▸ **What is required**: For the listing below, print exactly the lines from the line with "const c = document.querySelector('canvas').getContext('2d');" to the line with "function drawText(font, color, halo, rows, align", both included, and nothing beyond them.

□ □ □ □ □

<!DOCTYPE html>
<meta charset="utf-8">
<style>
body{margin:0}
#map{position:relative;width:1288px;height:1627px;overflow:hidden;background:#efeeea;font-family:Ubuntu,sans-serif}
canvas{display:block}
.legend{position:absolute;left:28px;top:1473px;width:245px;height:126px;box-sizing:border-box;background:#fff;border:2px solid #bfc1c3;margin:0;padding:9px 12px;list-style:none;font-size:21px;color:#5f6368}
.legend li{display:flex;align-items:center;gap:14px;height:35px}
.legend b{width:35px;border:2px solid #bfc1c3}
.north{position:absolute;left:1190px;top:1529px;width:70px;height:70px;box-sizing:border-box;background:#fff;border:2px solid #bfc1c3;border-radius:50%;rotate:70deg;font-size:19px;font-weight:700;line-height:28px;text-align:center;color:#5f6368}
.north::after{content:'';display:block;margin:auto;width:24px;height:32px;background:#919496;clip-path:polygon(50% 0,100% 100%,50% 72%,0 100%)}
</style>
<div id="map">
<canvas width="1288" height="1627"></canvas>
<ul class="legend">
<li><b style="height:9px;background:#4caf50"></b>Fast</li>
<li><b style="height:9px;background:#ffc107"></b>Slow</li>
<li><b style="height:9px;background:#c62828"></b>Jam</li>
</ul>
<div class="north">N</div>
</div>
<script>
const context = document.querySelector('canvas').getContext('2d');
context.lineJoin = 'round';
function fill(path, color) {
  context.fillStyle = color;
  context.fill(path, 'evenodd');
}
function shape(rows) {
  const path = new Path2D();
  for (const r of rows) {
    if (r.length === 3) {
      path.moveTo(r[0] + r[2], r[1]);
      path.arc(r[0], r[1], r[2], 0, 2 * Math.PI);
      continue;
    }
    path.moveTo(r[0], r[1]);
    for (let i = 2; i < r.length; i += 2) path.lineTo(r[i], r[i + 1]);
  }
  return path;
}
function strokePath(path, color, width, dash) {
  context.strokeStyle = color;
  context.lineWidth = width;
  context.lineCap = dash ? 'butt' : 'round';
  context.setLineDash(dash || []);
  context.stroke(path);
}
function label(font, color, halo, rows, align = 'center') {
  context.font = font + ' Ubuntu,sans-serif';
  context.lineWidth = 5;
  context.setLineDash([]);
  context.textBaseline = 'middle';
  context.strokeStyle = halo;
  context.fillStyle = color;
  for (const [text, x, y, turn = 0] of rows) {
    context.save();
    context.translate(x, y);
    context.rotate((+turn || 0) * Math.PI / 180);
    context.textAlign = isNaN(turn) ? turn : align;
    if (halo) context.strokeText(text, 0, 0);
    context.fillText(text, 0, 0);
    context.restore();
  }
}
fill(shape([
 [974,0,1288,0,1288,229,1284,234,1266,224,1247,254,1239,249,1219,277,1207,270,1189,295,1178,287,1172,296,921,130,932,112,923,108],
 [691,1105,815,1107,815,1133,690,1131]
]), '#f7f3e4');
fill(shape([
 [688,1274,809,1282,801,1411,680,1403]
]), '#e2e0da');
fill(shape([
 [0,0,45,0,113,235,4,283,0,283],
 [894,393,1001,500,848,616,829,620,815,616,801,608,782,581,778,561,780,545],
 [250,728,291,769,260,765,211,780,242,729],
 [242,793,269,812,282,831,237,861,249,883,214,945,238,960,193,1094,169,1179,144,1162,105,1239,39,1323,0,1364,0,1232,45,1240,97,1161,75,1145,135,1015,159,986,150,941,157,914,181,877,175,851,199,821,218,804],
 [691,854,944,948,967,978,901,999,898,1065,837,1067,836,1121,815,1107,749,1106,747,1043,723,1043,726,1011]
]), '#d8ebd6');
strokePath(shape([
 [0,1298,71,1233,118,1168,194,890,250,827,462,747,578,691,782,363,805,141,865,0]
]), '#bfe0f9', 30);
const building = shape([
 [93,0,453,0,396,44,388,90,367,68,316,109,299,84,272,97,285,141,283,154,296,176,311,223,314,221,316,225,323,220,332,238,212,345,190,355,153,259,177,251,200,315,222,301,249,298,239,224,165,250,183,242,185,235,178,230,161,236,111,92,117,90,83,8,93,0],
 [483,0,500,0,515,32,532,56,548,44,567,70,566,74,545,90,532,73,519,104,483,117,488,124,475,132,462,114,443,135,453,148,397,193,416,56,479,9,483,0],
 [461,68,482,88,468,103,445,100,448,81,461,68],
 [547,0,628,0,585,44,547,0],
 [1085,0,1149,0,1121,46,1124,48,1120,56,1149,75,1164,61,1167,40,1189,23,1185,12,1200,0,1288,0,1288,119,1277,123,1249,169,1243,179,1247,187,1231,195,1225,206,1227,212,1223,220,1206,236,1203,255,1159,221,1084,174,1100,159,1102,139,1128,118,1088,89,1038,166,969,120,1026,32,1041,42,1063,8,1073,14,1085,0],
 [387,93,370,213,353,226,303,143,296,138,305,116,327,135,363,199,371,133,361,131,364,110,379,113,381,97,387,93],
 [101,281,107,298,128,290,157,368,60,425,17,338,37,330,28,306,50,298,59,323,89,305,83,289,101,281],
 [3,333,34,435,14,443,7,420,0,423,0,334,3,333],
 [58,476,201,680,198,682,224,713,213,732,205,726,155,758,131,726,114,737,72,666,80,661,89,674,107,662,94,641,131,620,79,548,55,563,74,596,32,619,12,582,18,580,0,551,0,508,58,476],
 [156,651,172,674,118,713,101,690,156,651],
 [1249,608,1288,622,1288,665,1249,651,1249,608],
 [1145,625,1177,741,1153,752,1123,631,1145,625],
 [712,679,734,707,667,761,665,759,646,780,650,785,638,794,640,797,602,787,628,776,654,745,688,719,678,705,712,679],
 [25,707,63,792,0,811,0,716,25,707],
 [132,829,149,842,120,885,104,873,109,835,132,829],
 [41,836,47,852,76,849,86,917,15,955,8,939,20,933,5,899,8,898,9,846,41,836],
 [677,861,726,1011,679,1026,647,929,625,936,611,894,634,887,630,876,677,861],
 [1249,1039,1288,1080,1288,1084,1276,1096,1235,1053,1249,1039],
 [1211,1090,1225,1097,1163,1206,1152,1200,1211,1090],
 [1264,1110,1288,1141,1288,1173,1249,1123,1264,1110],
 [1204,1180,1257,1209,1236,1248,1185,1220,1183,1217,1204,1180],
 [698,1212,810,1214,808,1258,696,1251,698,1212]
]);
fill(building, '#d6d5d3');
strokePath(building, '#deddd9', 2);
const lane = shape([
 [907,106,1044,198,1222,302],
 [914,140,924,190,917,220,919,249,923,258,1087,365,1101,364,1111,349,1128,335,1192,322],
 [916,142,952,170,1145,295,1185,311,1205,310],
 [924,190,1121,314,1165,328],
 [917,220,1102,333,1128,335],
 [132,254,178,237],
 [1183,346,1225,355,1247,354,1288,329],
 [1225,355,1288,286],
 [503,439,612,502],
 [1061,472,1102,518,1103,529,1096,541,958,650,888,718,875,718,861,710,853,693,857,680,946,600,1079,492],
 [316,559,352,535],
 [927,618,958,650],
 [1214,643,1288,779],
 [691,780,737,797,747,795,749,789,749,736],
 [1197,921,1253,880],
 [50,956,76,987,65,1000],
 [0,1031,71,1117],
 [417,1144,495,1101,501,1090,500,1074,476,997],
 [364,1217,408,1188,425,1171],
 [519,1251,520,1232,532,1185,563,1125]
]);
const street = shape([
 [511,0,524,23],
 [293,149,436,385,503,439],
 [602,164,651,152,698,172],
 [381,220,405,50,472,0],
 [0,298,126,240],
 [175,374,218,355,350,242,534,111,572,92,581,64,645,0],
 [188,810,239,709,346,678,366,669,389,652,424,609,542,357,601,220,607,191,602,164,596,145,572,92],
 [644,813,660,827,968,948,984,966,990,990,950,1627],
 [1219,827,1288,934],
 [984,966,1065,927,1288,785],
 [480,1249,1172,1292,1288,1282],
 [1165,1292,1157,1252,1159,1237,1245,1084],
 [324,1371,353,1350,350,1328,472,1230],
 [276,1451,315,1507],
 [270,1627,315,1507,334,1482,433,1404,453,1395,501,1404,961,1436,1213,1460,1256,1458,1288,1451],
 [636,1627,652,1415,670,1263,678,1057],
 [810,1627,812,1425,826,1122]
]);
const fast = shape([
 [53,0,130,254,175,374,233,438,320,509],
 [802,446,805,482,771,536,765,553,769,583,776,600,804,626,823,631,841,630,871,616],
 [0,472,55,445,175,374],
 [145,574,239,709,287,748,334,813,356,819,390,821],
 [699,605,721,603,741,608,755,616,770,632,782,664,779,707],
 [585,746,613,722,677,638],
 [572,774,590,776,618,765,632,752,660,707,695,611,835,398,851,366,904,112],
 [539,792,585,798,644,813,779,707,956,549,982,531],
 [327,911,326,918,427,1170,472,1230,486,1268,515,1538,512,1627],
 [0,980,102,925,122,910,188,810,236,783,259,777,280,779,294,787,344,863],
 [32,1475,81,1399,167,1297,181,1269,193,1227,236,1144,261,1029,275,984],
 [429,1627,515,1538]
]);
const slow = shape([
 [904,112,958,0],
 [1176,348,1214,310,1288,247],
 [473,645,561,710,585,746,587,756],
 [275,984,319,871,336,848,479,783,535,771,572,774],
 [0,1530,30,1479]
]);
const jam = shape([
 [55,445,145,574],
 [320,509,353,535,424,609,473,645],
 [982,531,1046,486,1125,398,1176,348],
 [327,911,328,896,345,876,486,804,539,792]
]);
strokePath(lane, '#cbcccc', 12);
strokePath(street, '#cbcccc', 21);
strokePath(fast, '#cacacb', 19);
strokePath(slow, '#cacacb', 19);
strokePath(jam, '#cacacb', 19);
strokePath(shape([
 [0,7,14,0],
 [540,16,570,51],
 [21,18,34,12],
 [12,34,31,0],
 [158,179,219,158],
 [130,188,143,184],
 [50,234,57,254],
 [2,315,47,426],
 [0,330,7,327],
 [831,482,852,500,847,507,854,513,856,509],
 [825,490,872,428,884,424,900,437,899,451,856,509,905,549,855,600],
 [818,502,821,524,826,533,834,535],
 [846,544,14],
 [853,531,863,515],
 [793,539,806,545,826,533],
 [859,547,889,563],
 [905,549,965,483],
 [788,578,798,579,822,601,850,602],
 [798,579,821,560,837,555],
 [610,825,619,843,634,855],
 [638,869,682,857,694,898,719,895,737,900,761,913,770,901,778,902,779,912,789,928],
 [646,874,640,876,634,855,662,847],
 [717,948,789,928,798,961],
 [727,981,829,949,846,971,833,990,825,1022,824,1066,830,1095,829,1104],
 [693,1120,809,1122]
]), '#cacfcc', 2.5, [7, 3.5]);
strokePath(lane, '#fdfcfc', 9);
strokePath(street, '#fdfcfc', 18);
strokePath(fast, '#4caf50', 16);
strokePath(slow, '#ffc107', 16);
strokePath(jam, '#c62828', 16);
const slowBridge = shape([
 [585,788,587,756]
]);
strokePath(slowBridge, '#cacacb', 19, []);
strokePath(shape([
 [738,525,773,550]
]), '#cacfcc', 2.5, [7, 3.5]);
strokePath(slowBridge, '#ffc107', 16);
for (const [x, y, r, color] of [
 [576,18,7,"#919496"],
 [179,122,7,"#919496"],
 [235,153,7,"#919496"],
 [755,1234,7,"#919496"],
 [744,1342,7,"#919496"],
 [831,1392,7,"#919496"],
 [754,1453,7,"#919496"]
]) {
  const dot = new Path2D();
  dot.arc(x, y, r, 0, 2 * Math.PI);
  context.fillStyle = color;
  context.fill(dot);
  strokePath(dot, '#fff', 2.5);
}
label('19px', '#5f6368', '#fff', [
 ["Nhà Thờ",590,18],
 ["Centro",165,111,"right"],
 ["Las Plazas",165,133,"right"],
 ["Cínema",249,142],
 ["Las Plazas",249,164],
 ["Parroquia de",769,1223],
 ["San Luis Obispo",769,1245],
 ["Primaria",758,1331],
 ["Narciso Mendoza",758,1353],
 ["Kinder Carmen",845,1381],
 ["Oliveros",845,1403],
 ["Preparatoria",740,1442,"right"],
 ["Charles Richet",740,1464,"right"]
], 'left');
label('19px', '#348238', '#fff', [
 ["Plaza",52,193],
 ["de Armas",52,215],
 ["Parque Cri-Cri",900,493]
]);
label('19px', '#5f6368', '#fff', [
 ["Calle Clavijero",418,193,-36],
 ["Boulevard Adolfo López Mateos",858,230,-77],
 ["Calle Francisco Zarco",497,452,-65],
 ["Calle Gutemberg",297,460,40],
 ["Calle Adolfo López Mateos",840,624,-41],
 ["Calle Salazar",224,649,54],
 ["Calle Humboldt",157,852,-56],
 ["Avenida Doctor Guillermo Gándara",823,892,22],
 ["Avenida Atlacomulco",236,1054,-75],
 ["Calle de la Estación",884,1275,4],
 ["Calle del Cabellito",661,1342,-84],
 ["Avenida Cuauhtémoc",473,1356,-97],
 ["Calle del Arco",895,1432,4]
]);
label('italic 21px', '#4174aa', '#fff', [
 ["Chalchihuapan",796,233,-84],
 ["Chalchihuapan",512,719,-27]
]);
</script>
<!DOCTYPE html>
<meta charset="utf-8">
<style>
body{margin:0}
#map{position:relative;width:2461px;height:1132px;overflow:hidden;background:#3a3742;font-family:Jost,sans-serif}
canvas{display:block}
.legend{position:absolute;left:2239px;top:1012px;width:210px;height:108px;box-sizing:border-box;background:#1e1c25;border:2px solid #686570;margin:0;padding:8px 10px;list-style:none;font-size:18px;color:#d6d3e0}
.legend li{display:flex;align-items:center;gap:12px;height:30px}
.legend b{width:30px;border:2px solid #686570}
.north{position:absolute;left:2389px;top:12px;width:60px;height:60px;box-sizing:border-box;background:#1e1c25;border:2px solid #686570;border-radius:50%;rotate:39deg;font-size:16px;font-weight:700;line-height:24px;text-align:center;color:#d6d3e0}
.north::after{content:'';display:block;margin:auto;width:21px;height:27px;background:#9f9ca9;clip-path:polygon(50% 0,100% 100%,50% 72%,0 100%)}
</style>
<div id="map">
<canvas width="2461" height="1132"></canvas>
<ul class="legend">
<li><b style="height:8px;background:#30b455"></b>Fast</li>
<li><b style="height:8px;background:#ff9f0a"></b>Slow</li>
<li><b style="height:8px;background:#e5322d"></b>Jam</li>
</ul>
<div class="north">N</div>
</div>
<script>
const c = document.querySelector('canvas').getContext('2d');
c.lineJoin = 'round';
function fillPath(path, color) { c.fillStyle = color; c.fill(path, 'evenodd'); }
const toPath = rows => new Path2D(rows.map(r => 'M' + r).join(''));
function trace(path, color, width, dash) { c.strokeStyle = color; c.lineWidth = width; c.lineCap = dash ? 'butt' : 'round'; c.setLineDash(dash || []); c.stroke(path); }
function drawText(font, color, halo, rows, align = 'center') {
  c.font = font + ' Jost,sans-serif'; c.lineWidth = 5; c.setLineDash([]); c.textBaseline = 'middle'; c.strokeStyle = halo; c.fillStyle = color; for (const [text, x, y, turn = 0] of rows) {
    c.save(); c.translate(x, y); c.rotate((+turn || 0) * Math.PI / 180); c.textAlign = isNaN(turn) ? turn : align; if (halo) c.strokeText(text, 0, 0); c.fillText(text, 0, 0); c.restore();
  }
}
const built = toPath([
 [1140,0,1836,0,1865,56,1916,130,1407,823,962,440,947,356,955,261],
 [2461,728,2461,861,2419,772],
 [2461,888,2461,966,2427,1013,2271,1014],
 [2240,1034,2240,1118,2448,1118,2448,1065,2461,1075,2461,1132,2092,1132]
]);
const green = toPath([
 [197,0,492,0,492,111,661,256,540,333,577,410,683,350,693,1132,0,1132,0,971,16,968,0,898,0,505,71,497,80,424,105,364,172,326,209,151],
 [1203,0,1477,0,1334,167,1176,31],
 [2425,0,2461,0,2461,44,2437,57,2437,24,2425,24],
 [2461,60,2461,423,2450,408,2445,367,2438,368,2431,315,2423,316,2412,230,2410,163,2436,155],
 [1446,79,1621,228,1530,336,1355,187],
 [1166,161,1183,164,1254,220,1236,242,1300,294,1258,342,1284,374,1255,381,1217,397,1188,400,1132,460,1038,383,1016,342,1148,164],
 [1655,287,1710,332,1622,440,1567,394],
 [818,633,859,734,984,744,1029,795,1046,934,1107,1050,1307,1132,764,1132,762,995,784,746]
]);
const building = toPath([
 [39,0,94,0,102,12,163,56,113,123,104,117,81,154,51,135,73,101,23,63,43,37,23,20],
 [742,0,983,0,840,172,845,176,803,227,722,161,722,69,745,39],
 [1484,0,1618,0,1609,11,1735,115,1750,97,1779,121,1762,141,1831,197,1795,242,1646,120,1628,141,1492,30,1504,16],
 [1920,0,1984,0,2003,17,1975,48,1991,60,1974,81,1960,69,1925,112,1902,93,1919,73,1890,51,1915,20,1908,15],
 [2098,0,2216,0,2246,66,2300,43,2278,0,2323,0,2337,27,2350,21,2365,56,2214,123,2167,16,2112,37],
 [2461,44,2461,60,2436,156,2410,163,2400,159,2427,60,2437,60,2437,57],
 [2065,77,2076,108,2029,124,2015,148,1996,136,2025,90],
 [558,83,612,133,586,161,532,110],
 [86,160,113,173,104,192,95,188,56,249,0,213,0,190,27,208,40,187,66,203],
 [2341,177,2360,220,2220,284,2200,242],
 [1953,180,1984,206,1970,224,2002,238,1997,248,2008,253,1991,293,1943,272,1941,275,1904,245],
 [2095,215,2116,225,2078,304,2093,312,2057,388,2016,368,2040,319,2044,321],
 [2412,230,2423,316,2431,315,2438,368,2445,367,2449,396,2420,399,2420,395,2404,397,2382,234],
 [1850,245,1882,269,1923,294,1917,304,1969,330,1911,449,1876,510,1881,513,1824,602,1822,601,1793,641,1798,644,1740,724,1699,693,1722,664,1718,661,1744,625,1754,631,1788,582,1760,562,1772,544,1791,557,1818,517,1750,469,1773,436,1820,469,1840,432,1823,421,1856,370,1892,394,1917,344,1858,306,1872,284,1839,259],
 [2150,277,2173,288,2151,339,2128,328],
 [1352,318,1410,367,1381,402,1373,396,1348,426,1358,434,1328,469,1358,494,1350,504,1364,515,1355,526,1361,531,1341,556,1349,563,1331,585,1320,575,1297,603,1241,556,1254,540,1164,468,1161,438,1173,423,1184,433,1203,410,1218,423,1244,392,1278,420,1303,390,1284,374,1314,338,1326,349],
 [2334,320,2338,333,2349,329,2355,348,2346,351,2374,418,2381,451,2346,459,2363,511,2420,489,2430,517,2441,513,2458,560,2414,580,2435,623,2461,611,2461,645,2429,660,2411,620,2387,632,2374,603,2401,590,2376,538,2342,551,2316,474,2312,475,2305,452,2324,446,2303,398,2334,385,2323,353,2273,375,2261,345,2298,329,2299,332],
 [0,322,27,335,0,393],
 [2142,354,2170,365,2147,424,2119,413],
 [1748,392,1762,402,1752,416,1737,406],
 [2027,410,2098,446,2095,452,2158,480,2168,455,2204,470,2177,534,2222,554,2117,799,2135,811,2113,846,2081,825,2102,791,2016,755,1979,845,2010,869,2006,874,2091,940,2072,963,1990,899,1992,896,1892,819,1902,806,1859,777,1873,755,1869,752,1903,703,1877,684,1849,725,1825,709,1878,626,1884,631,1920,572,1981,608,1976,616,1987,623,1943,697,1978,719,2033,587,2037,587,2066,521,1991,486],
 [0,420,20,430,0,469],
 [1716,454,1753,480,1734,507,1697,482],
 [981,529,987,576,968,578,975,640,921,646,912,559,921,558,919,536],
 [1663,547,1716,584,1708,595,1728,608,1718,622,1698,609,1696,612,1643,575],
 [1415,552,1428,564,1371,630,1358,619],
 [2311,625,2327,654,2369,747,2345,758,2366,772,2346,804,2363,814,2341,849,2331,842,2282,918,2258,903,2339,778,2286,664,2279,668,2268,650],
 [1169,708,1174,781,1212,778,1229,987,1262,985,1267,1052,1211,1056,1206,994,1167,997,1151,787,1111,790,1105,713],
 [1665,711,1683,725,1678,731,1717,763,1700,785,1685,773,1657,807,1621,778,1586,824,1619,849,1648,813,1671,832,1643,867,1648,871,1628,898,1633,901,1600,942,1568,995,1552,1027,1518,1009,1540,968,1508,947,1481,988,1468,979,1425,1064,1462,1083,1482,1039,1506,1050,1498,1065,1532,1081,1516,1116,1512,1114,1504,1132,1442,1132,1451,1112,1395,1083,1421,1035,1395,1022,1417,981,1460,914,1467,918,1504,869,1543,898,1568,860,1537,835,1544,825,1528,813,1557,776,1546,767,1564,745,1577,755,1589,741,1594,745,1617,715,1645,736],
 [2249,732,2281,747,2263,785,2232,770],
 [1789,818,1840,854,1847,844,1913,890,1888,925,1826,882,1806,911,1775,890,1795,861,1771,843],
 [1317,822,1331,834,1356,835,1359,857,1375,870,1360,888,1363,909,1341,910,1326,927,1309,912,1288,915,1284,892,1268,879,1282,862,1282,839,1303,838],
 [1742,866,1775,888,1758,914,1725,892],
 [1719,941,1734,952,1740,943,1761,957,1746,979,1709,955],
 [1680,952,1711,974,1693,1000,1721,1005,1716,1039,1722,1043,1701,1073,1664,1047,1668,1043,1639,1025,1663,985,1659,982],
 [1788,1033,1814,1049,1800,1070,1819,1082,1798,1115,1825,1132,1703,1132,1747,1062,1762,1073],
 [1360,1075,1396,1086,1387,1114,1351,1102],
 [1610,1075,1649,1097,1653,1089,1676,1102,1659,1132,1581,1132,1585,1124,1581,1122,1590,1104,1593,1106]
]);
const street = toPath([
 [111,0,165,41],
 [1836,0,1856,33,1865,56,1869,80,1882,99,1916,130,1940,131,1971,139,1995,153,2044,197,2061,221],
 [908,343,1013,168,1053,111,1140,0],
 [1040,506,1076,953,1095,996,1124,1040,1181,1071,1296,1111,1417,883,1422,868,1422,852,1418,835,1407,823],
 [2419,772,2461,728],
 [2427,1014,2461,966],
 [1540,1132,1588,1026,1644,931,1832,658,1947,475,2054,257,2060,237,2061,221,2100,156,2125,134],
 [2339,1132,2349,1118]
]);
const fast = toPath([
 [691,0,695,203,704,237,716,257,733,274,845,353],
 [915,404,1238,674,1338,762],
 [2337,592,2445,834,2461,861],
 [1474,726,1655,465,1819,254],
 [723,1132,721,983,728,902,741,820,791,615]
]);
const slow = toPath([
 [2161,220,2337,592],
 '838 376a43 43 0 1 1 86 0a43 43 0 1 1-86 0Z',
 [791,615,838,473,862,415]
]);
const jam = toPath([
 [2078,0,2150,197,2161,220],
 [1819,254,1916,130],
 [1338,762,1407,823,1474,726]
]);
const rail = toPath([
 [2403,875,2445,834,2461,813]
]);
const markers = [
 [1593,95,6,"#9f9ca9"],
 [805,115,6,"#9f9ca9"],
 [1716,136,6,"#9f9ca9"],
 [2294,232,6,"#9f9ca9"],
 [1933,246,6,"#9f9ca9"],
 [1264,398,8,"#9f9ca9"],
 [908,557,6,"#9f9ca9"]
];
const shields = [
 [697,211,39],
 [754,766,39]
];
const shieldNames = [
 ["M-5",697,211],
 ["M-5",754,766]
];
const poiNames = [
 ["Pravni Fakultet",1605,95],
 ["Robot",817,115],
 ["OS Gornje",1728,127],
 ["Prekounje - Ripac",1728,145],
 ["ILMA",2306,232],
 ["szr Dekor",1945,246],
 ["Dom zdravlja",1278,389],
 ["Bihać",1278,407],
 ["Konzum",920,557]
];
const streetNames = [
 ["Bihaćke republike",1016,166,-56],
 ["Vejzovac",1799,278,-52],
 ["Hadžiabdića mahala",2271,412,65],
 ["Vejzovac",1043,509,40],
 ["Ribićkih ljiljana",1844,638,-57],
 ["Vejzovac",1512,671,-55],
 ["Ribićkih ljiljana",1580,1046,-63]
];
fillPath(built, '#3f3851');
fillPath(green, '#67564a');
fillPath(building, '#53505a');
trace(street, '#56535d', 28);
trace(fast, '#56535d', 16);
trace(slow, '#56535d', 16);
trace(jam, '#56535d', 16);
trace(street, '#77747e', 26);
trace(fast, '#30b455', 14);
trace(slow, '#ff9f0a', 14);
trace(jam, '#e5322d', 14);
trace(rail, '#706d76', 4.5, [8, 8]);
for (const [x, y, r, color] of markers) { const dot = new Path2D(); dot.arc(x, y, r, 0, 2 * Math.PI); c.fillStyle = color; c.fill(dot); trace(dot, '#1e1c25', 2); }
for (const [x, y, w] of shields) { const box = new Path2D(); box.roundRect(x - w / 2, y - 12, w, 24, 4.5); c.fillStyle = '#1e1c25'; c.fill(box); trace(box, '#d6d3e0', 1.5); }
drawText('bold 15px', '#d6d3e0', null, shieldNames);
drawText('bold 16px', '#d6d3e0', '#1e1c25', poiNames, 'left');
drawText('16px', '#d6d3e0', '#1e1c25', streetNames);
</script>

□ □ □ □ □

▸ **Solution to this exercise**:
const c = document.querySelector('canvas').getContext('2d');
c.lineJoin = 'round';
function fillPath(path, color) { c.fillStyle = color; c.fill(path, 'evenodd'); }
const toPath = rows => new Path2D(rows.map(r => 'M' + r).join(''));
function trace(path, color, width, dash) { c.strokeStyle = color; c.lineWidth = width; c.lineCap = dash ? 'butt' : 'round'; c.setLineDash(dash || []); c.stroke(path); }
function drawText(font, color, halo, rows, align = 'center') {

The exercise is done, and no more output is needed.